There is one aspect of the theme that truly worked for me, but it was a meta aspect. The voice of Big Tree is provided by Liam Neeson, who famously went through his own period of loss and grief when his wife, Natasha Richardson, died in an accident seven years ago. Neeson’s voice is recognizable, even through layers of electronic fiddling, and hearing him talk about grief and loss (again, there’s no metaphors here - this shit is just plainly spoken, again and again) carries a real weight, especially as the loss being examined in this film is the loss of a younger person, the ending of a life that should have had more time. It’s important to remember that while A Monster Calls is unsubtle in what it says, its essential messages are true.

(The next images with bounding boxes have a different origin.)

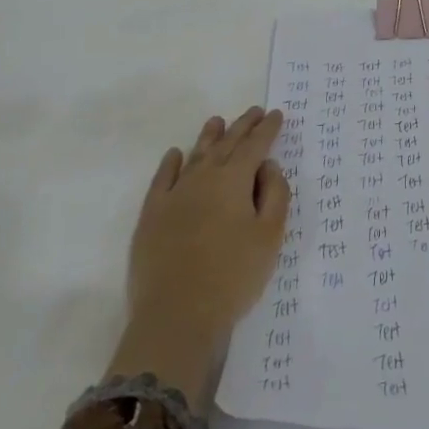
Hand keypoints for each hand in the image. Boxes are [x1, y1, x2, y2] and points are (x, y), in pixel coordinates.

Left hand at [106, 107, 290, 405]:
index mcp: (234, 180)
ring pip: (195, 155)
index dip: (267, 129)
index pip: (255, 145)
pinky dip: (170, 163)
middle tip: (255, 112)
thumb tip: (268, 166)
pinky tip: (175, 154)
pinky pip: (162, 179)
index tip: (276, 114)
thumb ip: (275, 195)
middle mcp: (204, 177)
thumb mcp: (270, 237)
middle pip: (227, 144)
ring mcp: (174, 195)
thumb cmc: (233, 277)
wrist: (177, 317)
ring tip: (217, 121)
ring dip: (209, 136)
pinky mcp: (151, 216)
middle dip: (243, 126)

Still, it’s hard not to react negatively to a film as calculated and cynical as this one. A Monster Calls is a soulless exercise in grief porn, a movie that wants to make you feel something and that is willing to pummel the living shit out of you to get a reaction. I’m someone who cries at the drop of a hat (don’t get me started on the beautiful heroism of rescue dogs… I feel myself tearing up right now thinking of their selflessness) and I’m proud to say that I sat dry-eyed through A Monster Calls, no matter how many bamboo shoots Bayano shoved under my toe nails.